What you should do: From the records below, pull each line that has "WEST".
[Supplied information Boundary: Start]
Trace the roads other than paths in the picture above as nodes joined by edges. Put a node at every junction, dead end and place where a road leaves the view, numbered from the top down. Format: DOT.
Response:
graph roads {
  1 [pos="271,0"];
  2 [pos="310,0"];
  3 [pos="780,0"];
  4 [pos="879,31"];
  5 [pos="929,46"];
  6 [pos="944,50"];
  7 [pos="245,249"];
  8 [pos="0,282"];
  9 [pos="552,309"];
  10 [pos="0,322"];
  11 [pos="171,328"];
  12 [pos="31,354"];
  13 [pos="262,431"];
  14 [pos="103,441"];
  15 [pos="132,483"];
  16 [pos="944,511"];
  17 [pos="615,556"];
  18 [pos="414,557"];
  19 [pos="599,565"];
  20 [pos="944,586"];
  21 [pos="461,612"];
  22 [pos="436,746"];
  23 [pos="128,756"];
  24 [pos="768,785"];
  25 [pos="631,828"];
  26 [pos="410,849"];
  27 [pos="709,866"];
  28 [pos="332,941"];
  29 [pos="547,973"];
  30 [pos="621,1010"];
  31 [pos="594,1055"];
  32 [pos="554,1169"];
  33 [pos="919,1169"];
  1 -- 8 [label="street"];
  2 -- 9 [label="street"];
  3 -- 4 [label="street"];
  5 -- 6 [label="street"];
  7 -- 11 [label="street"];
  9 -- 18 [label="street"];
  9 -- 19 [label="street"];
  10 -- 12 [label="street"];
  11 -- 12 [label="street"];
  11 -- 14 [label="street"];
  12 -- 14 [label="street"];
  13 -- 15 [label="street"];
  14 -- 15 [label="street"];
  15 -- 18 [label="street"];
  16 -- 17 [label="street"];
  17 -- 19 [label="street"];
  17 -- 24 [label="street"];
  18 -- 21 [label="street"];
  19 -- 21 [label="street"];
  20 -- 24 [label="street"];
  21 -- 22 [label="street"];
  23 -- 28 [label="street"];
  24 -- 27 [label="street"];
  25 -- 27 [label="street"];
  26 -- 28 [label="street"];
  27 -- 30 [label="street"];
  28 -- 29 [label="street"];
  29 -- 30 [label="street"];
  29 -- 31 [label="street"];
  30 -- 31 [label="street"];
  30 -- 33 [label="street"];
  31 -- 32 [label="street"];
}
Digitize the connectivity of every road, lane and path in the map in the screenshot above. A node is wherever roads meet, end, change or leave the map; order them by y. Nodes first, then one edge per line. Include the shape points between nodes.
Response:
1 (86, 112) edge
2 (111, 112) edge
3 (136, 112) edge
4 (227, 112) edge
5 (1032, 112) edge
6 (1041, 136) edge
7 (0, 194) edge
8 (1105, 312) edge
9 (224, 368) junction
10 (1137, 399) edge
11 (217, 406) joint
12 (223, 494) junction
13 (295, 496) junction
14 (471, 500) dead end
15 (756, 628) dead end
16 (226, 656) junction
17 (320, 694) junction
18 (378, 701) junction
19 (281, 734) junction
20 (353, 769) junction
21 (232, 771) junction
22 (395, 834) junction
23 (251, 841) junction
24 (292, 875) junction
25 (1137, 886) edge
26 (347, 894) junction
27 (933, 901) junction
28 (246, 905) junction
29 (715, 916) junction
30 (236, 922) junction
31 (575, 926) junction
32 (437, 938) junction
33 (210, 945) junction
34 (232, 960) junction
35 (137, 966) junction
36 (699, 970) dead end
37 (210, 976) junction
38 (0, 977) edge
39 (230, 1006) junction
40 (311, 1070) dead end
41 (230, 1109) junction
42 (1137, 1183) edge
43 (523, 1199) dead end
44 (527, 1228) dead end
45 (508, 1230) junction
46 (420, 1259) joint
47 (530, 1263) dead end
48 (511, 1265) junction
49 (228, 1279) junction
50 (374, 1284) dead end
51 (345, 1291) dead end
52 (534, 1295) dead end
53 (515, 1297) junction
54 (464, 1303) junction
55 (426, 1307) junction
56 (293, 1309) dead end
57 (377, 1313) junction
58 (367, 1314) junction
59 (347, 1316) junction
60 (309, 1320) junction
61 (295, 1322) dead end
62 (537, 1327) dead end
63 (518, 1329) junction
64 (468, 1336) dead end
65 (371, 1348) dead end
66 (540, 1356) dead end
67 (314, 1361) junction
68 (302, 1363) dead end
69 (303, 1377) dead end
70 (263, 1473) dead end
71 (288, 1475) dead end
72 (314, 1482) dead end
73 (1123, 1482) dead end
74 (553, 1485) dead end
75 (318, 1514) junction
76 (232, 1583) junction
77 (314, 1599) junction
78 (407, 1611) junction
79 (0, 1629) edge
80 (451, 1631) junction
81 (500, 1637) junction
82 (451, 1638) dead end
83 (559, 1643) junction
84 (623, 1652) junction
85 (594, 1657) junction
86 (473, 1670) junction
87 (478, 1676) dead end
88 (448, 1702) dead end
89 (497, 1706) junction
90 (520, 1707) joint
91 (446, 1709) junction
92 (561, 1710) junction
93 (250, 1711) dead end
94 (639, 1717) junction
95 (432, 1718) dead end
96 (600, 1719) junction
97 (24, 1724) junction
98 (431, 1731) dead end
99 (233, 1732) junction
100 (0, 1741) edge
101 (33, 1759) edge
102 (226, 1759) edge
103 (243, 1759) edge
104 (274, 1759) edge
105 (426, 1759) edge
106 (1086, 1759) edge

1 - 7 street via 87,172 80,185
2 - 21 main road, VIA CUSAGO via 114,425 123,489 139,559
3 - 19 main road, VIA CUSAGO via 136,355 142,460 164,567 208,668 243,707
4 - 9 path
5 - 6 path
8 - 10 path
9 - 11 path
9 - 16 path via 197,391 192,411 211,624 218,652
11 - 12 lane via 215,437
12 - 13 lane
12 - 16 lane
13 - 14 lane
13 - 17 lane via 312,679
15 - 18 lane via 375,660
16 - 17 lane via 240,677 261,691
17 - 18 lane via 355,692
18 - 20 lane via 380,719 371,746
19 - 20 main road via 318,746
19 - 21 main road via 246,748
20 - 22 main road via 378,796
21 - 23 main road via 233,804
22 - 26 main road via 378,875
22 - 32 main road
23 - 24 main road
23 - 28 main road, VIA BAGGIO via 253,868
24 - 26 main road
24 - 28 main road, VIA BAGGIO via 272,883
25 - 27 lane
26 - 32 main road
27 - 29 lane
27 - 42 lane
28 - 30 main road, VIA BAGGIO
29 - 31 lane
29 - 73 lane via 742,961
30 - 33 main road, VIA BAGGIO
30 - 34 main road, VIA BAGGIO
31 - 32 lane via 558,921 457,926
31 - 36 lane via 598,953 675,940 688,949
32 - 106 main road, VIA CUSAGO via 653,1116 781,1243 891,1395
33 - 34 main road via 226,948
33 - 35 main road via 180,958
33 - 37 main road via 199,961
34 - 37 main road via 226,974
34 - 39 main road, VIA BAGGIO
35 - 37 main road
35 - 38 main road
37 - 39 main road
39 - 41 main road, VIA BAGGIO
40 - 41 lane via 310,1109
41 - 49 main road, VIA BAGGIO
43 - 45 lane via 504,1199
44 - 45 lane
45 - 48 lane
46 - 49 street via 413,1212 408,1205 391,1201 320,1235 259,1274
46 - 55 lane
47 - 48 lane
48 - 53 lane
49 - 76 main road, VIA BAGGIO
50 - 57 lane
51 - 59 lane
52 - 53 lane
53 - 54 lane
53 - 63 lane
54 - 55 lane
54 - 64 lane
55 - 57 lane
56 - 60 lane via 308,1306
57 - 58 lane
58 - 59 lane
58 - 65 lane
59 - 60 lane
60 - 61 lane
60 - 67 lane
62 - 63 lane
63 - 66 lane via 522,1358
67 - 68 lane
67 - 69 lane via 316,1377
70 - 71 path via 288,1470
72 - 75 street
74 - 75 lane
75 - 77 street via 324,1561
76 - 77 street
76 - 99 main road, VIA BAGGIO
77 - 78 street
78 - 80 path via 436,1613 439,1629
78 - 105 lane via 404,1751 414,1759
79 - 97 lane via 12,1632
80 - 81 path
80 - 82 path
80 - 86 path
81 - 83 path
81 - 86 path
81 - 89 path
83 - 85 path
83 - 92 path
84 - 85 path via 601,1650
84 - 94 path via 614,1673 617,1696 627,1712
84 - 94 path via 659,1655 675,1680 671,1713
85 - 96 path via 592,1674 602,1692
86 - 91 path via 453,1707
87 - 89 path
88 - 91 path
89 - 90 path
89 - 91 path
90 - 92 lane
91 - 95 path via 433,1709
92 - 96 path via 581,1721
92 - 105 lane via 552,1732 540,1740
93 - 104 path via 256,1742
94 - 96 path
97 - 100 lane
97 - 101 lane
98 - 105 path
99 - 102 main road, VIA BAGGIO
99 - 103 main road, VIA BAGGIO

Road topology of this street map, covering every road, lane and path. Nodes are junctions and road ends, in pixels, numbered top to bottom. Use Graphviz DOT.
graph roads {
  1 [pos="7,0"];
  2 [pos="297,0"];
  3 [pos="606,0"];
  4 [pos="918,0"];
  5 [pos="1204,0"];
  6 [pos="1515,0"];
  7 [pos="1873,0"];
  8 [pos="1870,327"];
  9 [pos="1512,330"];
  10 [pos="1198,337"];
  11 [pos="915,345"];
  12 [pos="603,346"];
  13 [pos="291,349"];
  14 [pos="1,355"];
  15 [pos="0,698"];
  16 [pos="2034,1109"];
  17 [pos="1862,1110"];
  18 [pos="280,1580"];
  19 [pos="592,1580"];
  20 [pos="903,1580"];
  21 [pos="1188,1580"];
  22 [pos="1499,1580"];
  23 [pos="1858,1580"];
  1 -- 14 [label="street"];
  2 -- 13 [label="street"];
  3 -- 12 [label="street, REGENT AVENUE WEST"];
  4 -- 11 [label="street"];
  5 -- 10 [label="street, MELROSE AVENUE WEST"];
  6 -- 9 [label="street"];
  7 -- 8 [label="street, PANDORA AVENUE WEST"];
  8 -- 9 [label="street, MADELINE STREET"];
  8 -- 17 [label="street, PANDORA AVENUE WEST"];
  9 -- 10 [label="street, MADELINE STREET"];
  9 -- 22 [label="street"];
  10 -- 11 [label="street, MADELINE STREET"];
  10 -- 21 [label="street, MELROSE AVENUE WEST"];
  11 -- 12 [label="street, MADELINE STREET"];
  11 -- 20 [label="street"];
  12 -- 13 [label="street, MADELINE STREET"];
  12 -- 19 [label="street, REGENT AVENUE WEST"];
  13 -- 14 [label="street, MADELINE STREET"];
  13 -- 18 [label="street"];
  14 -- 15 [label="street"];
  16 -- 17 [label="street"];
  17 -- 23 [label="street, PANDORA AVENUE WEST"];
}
[Supplied information Boundary: End]
Task response:
  3 -- 12 [label="street, REGENT AVENUE WEST"];
  5 -- 10 [label="street, MELROSE AVENUE WEST"];
  7 -- 8 [label="street, PANDORA AVENUE WEST"];
  8 -- 17 [label="street, PANDORA AVENUE WEST"];
  10 -- 21 [label="street, MELROSE AVENUE WEST"];
  12 -- 19 [label="street, REGENT AVENUE WEST"];
  17 -- 23 [label="street, PANDORA AVENUE WEST"];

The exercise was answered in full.